"OpenAI Privacy Filter: How Open-Weight PII Detection Works and Why It Matters for Enterprise AI"

OpenAI quietly shipped its first open-weight PII detection model under Apache 2.0 licensing. That is not a small thing. A company built on proprietary APIs releasing a model you can download, fine-tune, and run anywhere without paying per-token fees is a signal. It is also a benchmark: the model reaches 96% F1 on standard benchmarks, runs in a browser via WebGPU, and ships with a CLI tool called opf that masks PII in files before they ever touch an LLM.

This is a practical guide to how it works, what it can and cannot do, and what it means for enterprise AI compliance pipelines.
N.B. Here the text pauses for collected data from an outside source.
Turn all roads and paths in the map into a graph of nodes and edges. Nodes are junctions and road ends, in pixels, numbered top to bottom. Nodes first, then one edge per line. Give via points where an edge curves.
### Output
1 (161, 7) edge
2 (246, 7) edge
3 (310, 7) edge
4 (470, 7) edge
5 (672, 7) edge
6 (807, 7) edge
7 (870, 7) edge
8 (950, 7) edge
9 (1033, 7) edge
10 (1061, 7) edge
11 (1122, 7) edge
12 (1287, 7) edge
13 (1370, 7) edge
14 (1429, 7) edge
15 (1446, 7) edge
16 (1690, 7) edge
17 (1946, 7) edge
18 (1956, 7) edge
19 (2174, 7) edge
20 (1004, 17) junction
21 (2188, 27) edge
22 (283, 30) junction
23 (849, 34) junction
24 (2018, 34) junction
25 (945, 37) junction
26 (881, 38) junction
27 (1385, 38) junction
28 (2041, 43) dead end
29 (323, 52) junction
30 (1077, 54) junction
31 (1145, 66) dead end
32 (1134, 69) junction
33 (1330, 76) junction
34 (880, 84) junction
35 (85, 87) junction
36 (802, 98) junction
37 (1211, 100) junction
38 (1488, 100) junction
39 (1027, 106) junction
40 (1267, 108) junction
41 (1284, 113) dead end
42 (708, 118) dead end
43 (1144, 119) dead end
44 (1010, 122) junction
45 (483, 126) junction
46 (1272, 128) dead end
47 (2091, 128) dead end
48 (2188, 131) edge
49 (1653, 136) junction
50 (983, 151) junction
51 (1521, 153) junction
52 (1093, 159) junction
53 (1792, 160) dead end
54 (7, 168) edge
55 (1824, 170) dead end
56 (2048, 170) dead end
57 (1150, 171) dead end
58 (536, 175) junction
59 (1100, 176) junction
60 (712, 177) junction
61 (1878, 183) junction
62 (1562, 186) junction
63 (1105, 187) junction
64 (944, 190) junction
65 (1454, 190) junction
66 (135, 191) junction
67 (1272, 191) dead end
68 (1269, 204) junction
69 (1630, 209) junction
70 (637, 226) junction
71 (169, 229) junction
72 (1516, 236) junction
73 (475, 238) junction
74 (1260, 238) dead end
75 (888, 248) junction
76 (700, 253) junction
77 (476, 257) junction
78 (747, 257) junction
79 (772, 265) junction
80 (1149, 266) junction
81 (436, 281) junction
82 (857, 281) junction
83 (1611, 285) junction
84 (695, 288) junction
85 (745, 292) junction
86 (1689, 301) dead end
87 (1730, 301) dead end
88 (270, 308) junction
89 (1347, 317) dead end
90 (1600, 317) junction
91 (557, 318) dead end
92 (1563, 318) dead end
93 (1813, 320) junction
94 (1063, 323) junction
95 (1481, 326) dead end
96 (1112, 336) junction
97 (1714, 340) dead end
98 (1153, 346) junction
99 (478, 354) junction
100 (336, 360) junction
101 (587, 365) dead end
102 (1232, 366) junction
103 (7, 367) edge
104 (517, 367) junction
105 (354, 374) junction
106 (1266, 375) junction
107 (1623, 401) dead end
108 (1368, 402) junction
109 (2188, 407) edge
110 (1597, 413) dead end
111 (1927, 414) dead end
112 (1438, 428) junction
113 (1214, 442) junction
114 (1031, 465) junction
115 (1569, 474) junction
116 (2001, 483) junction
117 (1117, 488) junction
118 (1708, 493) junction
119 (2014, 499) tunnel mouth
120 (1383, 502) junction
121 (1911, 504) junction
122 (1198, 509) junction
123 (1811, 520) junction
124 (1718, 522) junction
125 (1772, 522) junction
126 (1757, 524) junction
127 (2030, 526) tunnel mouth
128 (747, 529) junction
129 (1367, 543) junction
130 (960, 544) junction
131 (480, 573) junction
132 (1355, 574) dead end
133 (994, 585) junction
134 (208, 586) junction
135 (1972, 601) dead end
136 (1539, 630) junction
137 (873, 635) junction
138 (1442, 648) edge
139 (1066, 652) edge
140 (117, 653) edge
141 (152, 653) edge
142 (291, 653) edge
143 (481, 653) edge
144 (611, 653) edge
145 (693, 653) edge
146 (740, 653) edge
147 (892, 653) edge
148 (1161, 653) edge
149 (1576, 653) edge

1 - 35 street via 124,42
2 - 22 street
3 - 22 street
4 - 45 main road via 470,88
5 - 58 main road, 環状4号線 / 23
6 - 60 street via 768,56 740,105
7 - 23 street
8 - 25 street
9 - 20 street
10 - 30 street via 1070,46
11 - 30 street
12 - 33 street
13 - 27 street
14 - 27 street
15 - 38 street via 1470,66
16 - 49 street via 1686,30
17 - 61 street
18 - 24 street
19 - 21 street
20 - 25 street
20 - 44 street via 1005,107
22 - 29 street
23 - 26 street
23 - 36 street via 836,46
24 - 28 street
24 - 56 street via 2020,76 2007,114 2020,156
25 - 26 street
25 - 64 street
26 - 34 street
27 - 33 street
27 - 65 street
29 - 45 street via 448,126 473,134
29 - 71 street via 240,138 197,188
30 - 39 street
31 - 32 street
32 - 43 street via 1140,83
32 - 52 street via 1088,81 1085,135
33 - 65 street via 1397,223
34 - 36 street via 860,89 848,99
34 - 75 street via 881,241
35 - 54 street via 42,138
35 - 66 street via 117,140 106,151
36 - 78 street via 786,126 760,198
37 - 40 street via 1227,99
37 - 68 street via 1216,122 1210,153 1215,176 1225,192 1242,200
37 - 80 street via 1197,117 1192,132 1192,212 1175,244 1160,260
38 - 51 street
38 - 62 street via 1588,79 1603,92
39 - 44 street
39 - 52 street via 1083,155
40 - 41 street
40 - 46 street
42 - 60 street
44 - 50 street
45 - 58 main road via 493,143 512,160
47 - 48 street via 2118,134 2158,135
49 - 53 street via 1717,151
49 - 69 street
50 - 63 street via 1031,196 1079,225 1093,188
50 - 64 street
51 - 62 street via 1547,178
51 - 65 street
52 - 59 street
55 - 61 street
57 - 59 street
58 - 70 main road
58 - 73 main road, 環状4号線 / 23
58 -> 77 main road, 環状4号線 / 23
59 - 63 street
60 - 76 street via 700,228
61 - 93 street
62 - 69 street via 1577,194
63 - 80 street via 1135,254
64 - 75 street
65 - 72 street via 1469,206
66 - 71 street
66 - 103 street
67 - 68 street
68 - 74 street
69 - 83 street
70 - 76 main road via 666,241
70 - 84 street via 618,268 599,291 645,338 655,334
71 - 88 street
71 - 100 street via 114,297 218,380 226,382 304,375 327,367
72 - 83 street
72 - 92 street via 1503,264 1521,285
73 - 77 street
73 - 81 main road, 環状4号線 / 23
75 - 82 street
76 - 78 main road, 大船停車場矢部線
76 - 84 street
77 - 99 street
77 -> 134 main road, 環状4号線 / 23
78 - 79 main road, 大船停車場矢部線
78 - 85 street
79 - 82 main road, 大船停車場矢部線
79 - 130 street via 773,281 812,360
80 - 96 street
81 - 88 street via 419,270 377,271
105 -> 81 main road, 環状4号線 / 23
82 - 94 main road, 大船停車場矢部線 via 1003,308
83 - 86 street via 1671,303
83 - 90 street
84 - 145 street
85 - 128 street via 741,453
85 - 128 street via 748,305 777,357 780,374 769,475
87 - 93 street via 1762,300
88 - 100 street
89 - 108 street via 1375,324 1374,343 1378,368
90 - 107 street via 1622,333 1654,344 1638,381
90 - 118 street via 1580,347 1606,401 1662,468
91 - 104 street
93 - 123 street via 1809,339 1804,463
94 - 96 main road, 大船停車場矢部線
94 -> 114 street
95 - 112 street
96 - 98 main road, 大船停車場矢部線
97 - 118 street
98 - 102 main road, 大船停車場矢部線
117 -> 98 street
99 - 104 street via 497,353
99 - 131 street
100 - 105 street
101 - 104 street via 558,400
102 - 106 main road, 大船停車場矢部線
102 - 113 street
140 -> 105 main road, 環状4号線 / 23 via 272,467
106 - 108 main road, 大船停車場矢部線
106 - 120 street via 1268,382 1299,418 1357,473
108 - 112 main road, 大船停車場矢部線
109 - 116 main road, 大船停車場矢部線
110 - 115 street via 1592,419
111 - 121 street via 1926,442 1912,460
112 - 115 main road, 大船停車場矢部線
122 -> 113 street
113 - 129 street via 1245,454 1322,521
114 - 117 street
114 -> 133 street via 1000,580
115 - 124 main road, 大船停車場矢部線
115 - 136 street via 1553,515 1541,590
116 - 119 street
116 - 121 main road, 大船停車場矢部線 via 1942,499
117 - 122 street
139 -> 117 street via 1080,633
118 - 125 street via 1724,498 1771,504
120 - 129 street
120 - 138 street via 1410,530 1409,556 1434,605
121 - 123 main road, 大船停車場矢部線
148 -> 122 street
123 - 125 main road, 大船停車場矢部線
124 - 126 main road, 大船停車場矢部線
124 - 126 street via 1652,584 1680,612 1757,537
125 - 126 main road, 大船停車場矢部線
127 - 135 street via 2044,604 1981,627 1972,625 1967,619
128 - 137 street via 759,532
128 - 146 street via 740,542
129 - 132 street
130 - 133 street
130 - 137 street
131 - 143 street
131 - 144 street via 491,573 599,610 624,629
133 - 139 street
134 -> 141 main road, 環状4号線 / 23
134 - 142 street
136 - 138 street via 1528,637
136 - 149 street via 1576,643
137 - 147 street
What It Is: Bidirectional Token Classification

The Privacy Filter is a named entity recognition (NER) model built for PII detection. It classifies tokens as belonging to one of eight PII categories or no category at all.

The model does not rely on regex patterns. It uses bidirectional token classification: a Transformer encoder that reads text left-to-right and right-to-left, capturing context on both sides of each token. That context is what lets it distinguish a genuine email address from a string that looks like one but is not (e.g., "[email protected]" in a fictional context versus a real one in a support ticket).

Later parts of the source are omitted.